Cleveland Comedian Mary Santora quit booze in 2019 after two previous attempts didn’t stick. The comedian recalls leaning into the life of the funny party person, bragging to friends about crashing six cars or using Cleveland’s craft beer culture as a guise for alcoholism.
“Deep down, you know that something is wrong,” Santora says. “So you try to justify it any way that you can.”

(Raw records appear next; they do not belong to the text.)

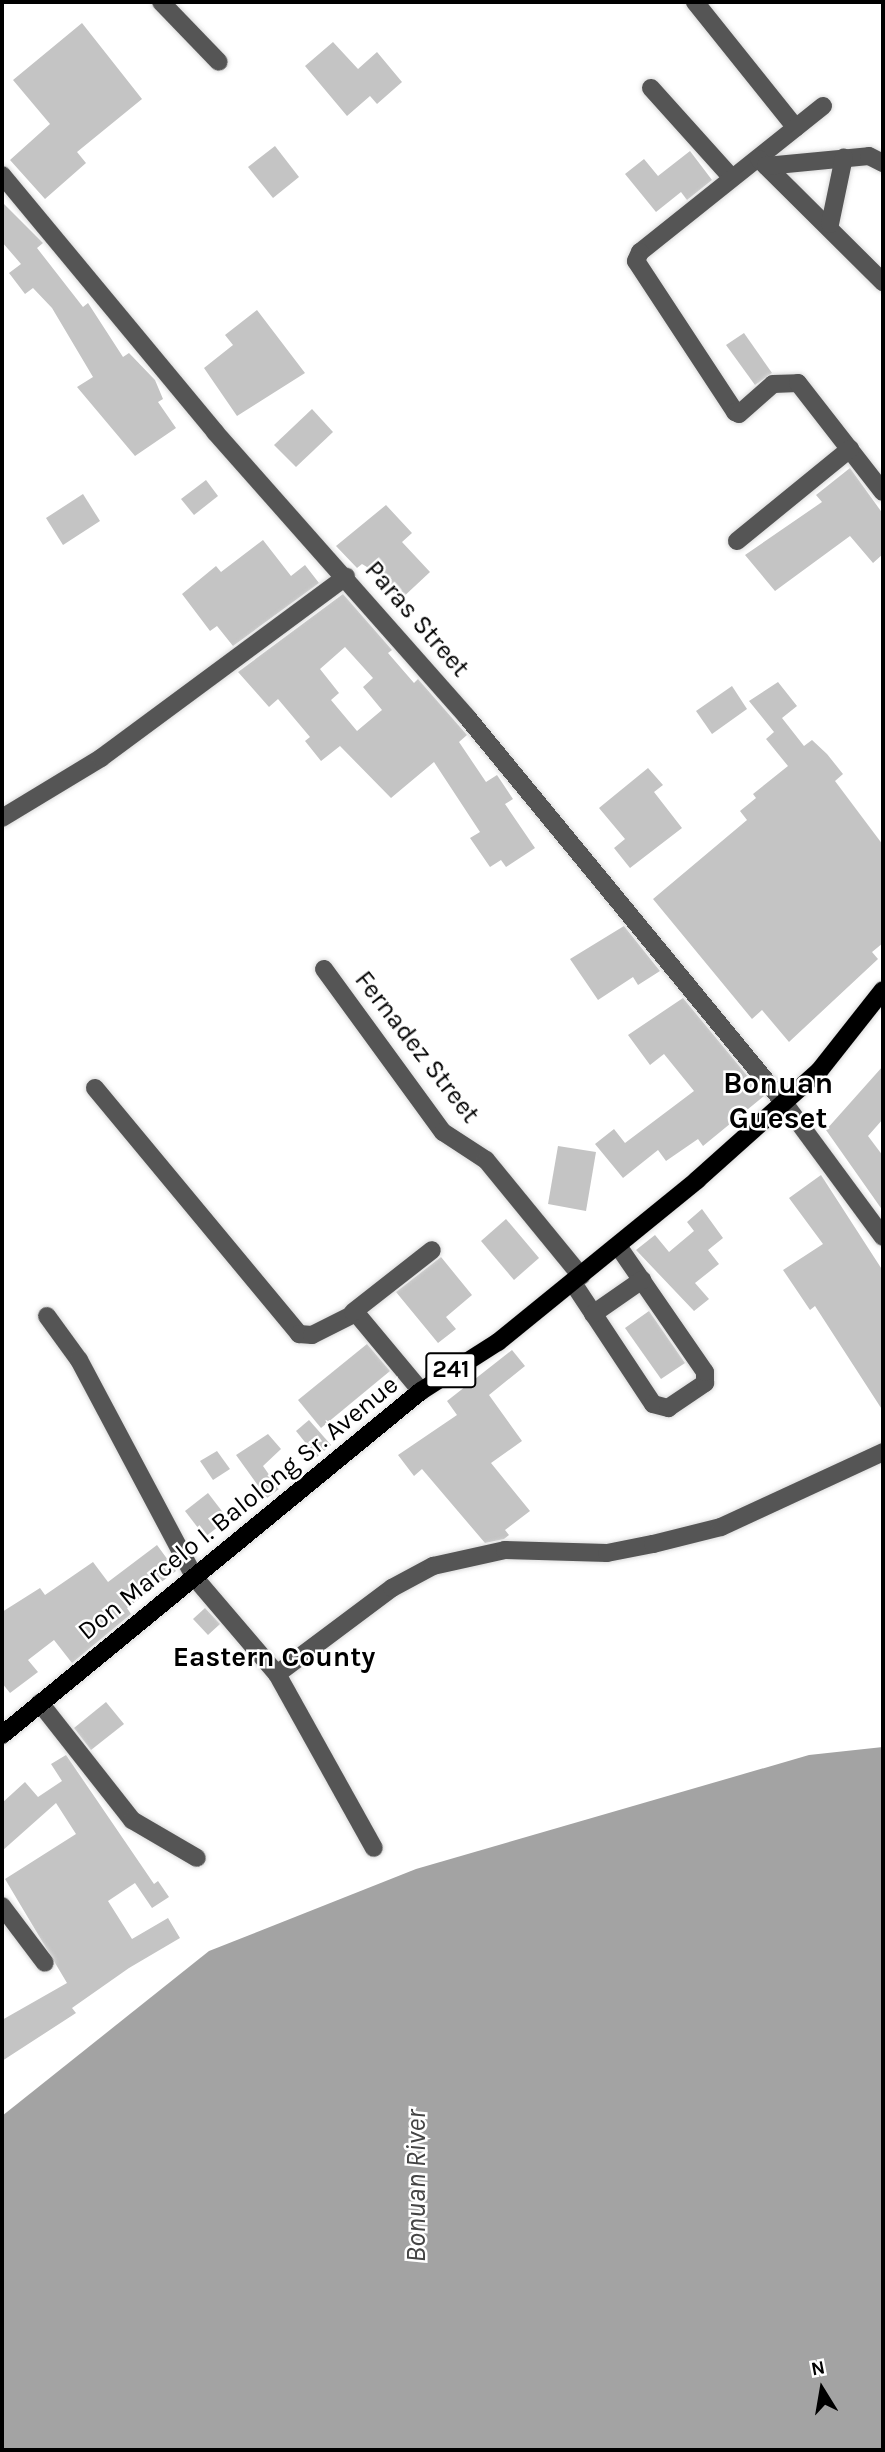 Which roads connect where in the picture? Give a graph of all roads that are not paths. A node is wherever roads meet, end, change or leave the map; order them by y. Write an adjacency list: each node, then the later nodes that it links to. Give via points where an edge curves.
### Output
1 (161, 2): 3 (street)
2 (695, 2): 6 (street)
3 (219, 62)
4 (650, 88): 11 (street)
5 (823, 106): 6 (street)
6 (796, 128): 9 (street)
7 (844, 157): 8 (street); 9 (street); 12 (street)
8 (879, 158)
9 (762, 162): 11 (street); 12 (street)
10 (2, 175): 17 (street, Paras Street, via 215,432)
11 (732, 178): 14 (street, via 640,251 636,261 735,412 773,384 797,383)
12 (830, 224): 13 (street)
13 (883, 282)
14 (850, 449): 15 (street); 16 (street)
15 (883, 492)
16 (737, 541)
17 (346, 577): 18 (street, via 101,758); 22 (street, Paras Street)
18 (2, 818)
19 (324, 969): 26 (street, Fernadez Street, via 443,1132 486,1160)
20 (883, 990): 22 (main road, Don Marcelo I. Balolong Sr. Avenue / 241)
21 (95, 1088): 28 (street, via 299,1334 312,1335)
22 (785, 1104): 23 (street, Paras Street); 24 (main road, Don Marcelo I. Balolong Sr. Avenue / 241)
23 (883, 1237)
24 (618, 1247): 26 (main road, Don Marcelo I. Balolong Sr. Avenue / 241); 27 (street)
25 (432, 1250): 28 (street)
26 (577, 1280): 29 (street, Fernadez Street); 31 (main road, Don Marcelo I. Balolong Sr. Avenue / 241, via 499,1342)
27 (642, 1280): 29 (street); 29 (street, Fernadez Street, via 706,1377 668,1408 653,1404)
28 (353, 1312): 31 (street)
29 (593, 1314)
30 (47, 1316): 33 (street, via 79,1360)
31 (421, 1391): 33 (main road, Don Marcelo I. Balolong Sr. Avenue / 241)
32 (883, 1452): 34 (street, via 721,1527 653,1545 607,1553 505,1550 433,1566 392,1588)
33 (195, 1578): 34 (street); 35 (main road, Don Marcelo I. Balolong Sr. Avenue / 241)
34 (277, 1674): 37 (street)
35 (40, 1703): 36 (main road, Don Marcelo I. Balolong Sr. Avenue / 241); 38 (street, via 132,1820)
36 (2, 1735)
37 (374, 1847)
38 (197, 1858)
39 (2, 1906): 40 (street)
40 (46, 1963) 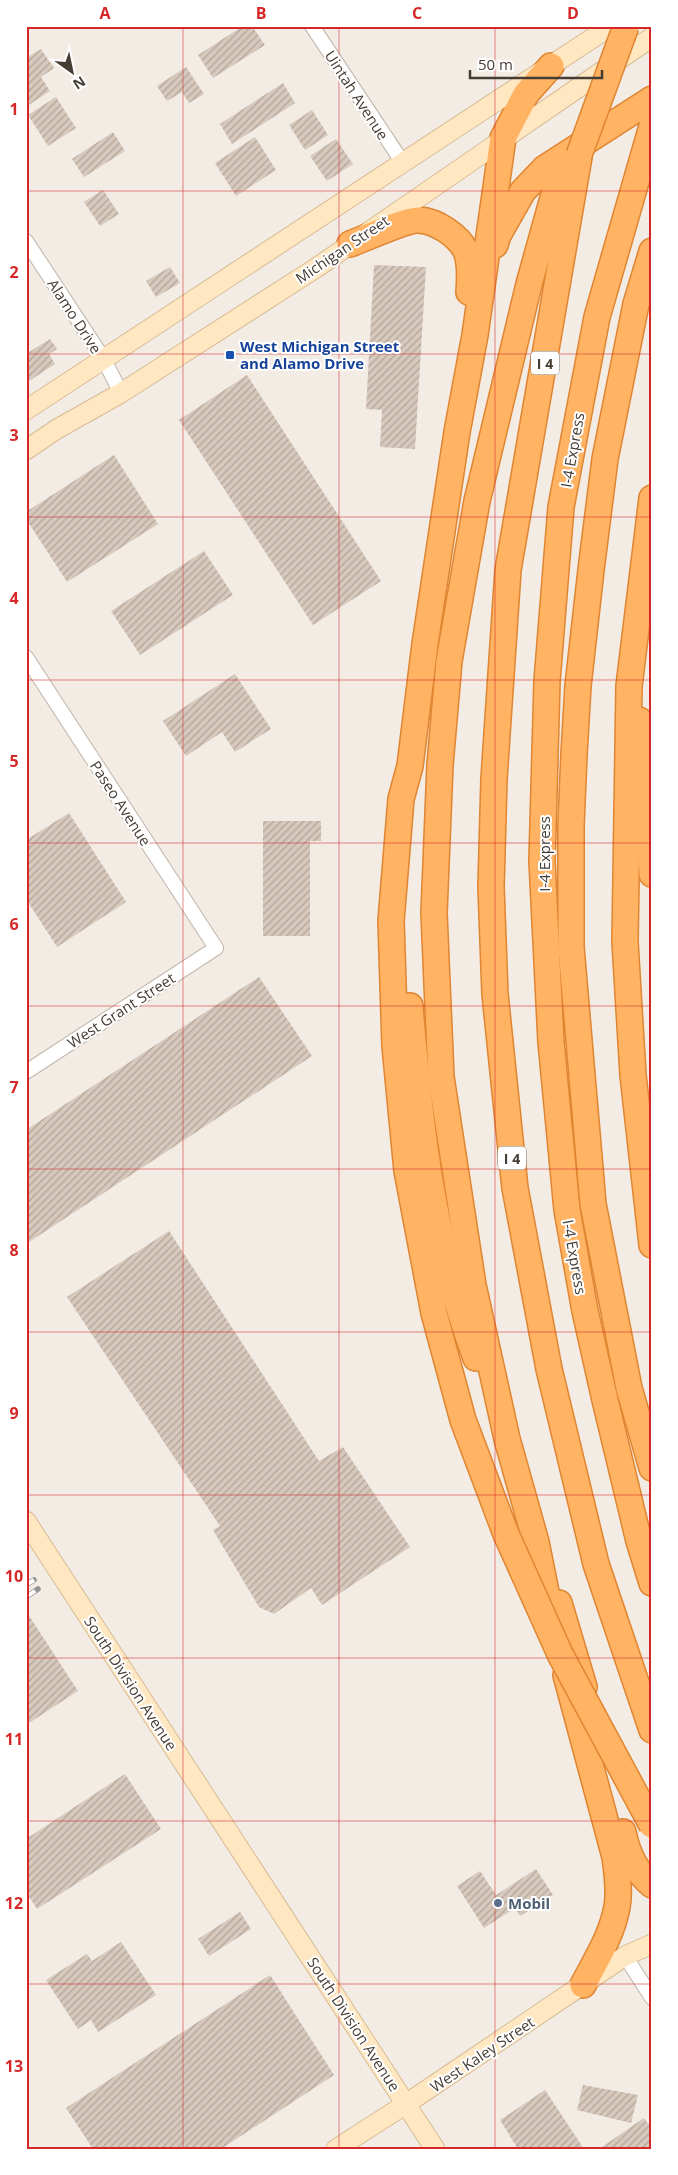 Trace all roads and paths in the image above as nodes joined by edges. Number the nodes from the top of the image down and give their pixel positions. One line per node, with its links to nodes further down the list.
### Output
1 (312, 26): 10 (street, Uintah Avenue)
2 (610, 26): 5 (main road)
3 (626, 26): 9 (highway, I 4, bridge)
4 (652, 38): 8 (main road, Michigan Street)
5 (551, 66): 8 (highway); 10 (main road)
6 (652, 99): 14 (highway)
7 (649, 134): 32 (highway, I-4 Express)
8 (503, 138): 12 (main road, Michigan Street); 14 (highway)
9 (579, 155): 28 (highway); 33 (highway, I 4)
10 (402, 163): 15 (main road)
11 (26, 241): 15 (street, Alamo Drive)
12 (350, 244): 16 (main road, Michigan Street); 18 (highway)
13 (652, 251): 29 (highway, I-4 Express)
14 (480, 299): 18 (highway)
15 (103, 358): 16 (street, Alamo Drive); 17 (main road)
16 (121, 393): 19 (main road, Michigan Street)
17 (26, 410)
18 (457, 432): 23 (highway)
19 (26, 450)
20 (652, 498): 22 (highway)
21 (26, 657): 25 (street, Paseo Avenue)
22 (629, 686): 24 (highway); 27 (highway)
23 (410, 766): 28 (highway); 35 (highway, bridge)
24 (652, 874)
25 (216, 948): 26 (street, West Grant Street)
26 (26, 1072)
27 (652, 1245)
28 (508, 1439): 31 (highway)
29 (652, 1468)
30 (26, 1521): 43 (main road, South Division Avenue)
31 (536, 1542): 34 (highway); 41 (highway)
32 (652, 1583)
33 (652, 1730)
34 (618, 1811): 36 (highway); 37 (highway)
35 (652, 1825)
36 (652, 1837)
37 (652, 1885)
38 (652, 1929): 40 (main road, West Kaley Street)
39 (652, 1944): 40 (main road, West Kaley Street)
40 (625, 1956): 41 (main road, West Kaley Street); 42 (street)
41 (583, 1985): 43 (main road, West Kaley Street)
42 (652, 1998)
43 (406, 2104): 44 (main road, West Kaley Street); 45 (main road, South Division Avenue)
44 (336, 2149)
45 (435, 2149)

After a full departure from alcohol, the comic brags of things like her first comedy album, Hillbilly Boujee, which reached the number one spot on iTunes and fifth on the Billboard comedy chart following its release in 2021.
Addiction and Comedy
For many comedians, stand-up and drinking need each other. Santora often took her first drink of the night with her on stage, and gig payment frequently came in the form of a free bar tab. But, it was her performance that benefited most from tossing the sauce aside. “I was stuck in this rut, where I wasn’t progressing," she says. "Compared to where I was, I’m in such a better place — as a comic, as a writer.”
Staying the Course
Despite the positive effect on Santora’s career, she needed a way to resist old habits. “Drinking and comedy do not go together,” she cautions. “They will ruin your career." She motivates herself by comparing times when she heckled other comics performing at Hilarities 4th Street Theatre to the positive friendships she has developed now. Other tricks include holding a soda water with lime at parties to mimic a drink: sobriety, incognito.
Filling the Free Time
Getting sober meant finding new ways to stave off boredom — not unlike the sourdough bread we all learned to make during the pandemic. Santora sounds exasperated recalling the amount of time she truly spent drinking, the difficulty in replacing it with something constructive. “In the last couple years, I’ve been trying to find my non-destructive habit,” she says. “I do love reading — that is one of the things where I never [did it] before.” Having the space in a day to slow down and read, as opposed to mapping out the cheapest bar crawls, came as a blessing.